Hearing the teenagers shouting obscenities at the schoolchildren, Mr Brunner had already called the police to inform them of the disturbance and the train’s location.

After the defendants began bullying the younger group for money – for “alcohol and drugs”, they later admitted – Mr Brunner intervened and accompanied the younger group from the train.

Within seconds of disembarking, a scuffle began in which Mr Brunner was pushed to the ground.

“Now we’ll punch you,” shouted Schiller, according to the charge sheet, hitting Mr Brunner in the face with a fist from which one of his house keys protruded.

According to his lawyer, Schiller had drunk five large beers and half a bottle of vodka that afternoon. Court documents say the two struck “with extreme impact on the head and torso” of Mr Brunner, calling him a “dirty pig” and “bastard”.

Finally, Schiller “stamped on Mr Brunner’s head with full force from above with his foot”. At this stage, Leibinger told police he tried to get Schiller to stop.

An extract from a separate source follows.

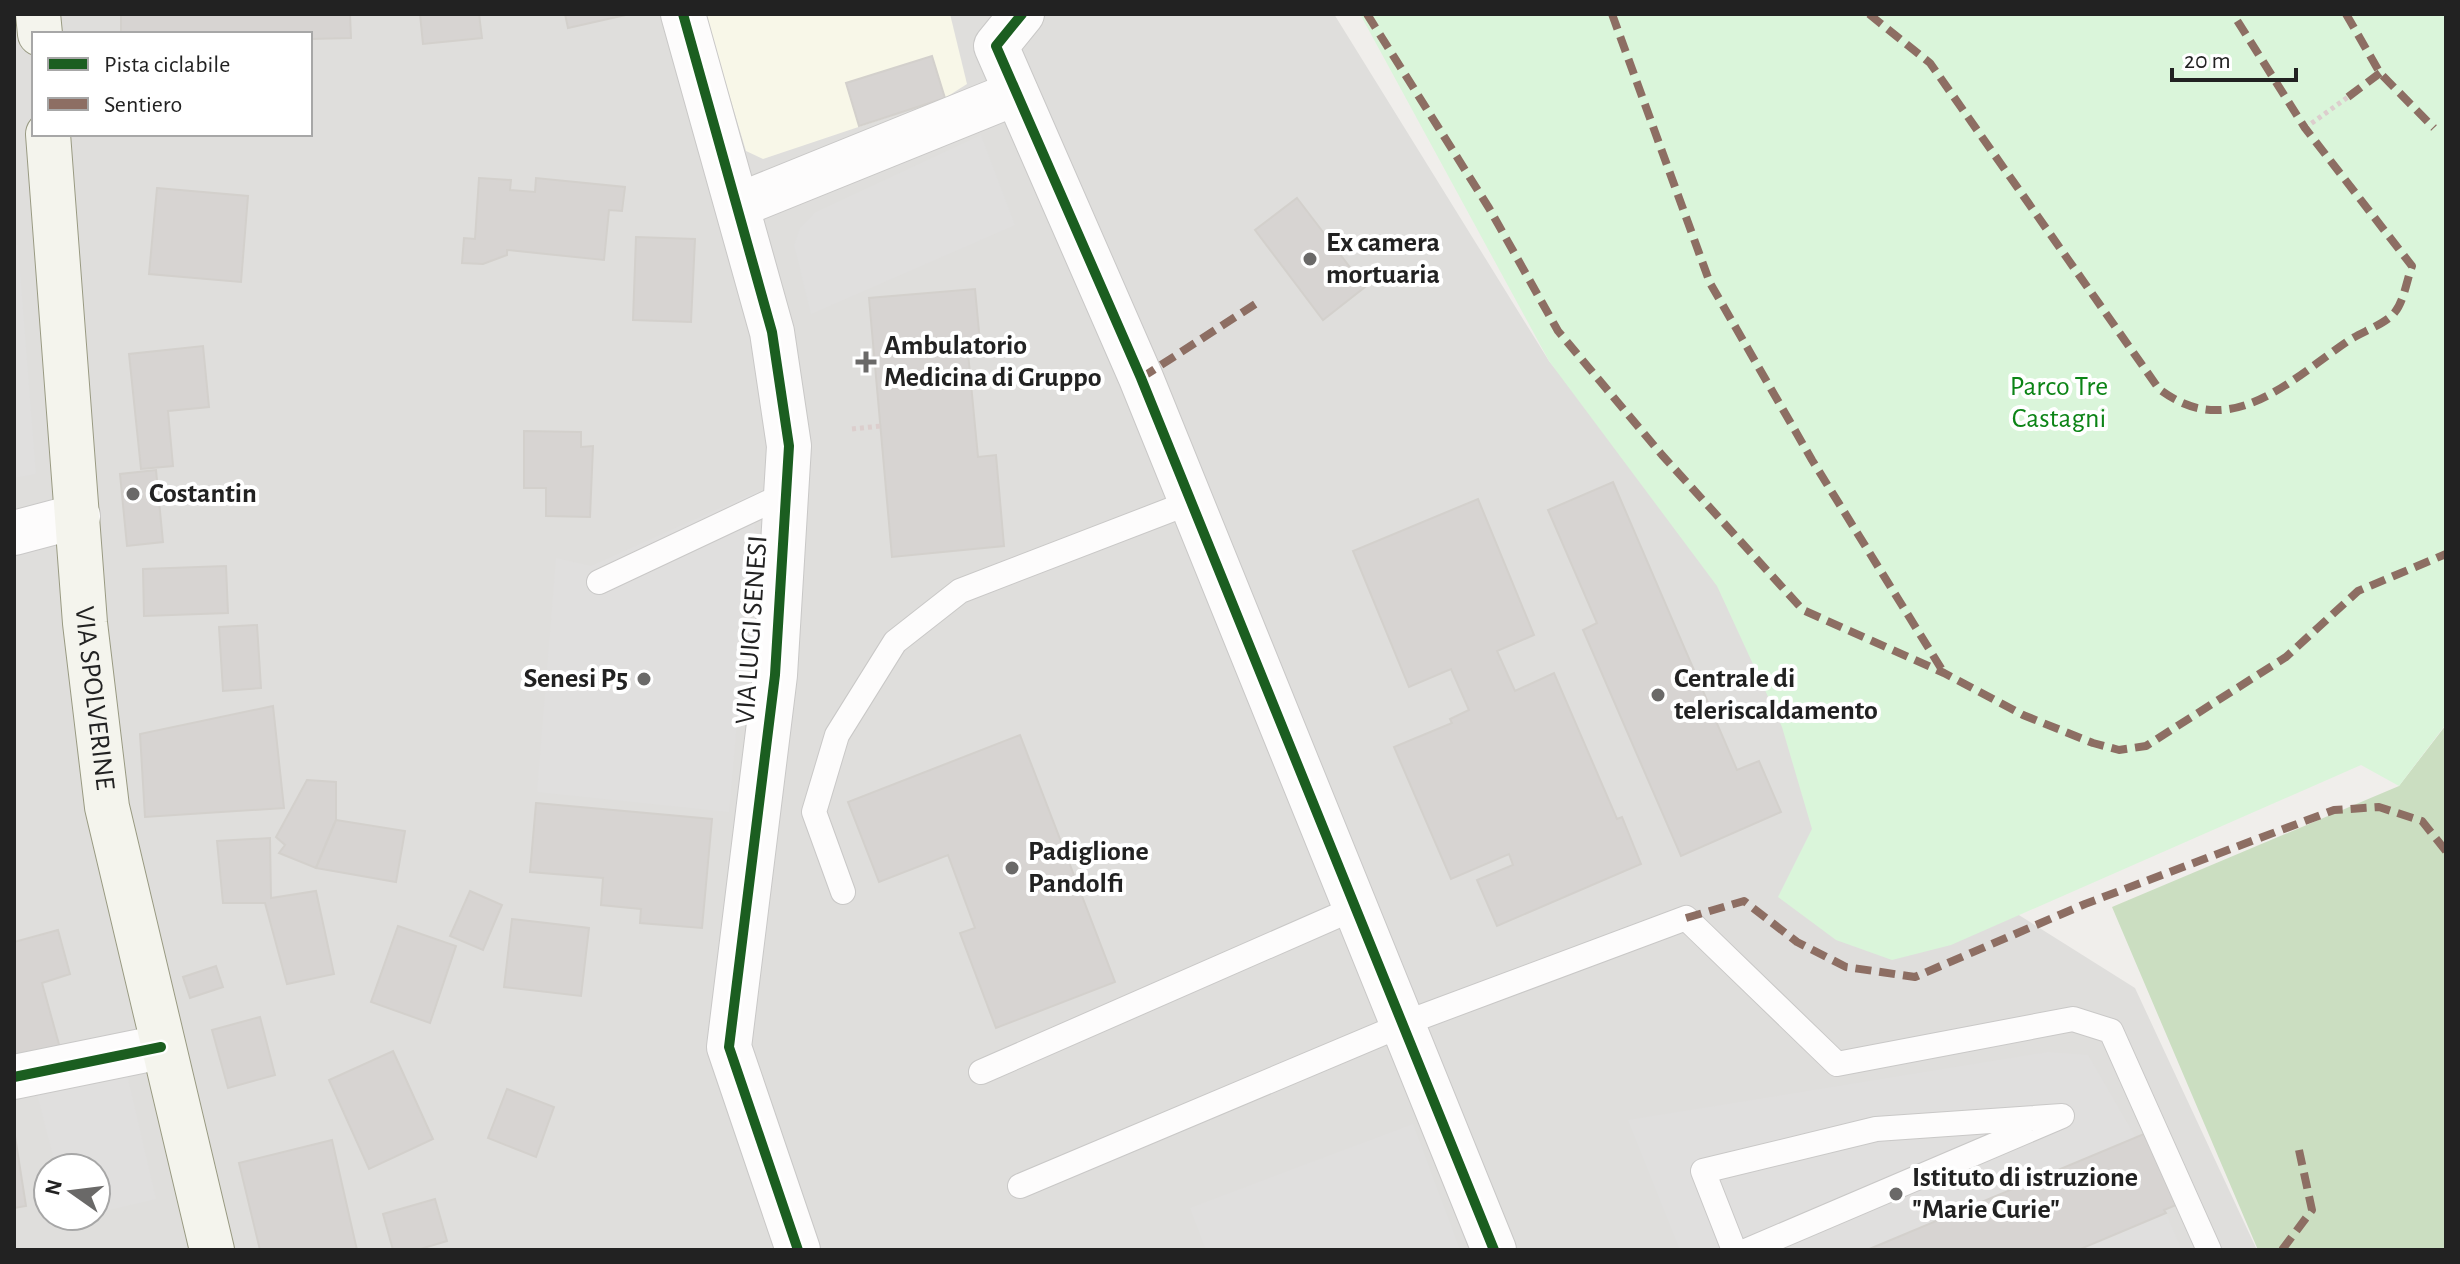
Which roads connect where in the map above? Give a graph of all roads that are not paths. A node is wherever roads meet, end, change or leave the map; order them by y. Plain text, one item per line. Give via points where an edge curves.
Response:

Mr Brunner was rushed to hospital, but died two hours later from his injuries.

Key to the trial is the defendants’ claim that Mr Brunner struck them first, and they were defending themselves. The case shocked Germany at the time and the trial will reopen a debate about civil courage, or the lack of it, in conflict situations.

Prosecutor testimony is expected to reveal whether other passengers declined to get involved in the scuffle on the train or the subsequent fight on the platform.

Watching proceedings impassively yesterday, wearing sunglasses and a blue blazer, was the victim’s 80-year-old father, Oskar, a civil co-prosecutor in the case.

In his death notice for his son, Mr Brunner wrote: “It’s tragically difficult to believe you left us because you protected others.”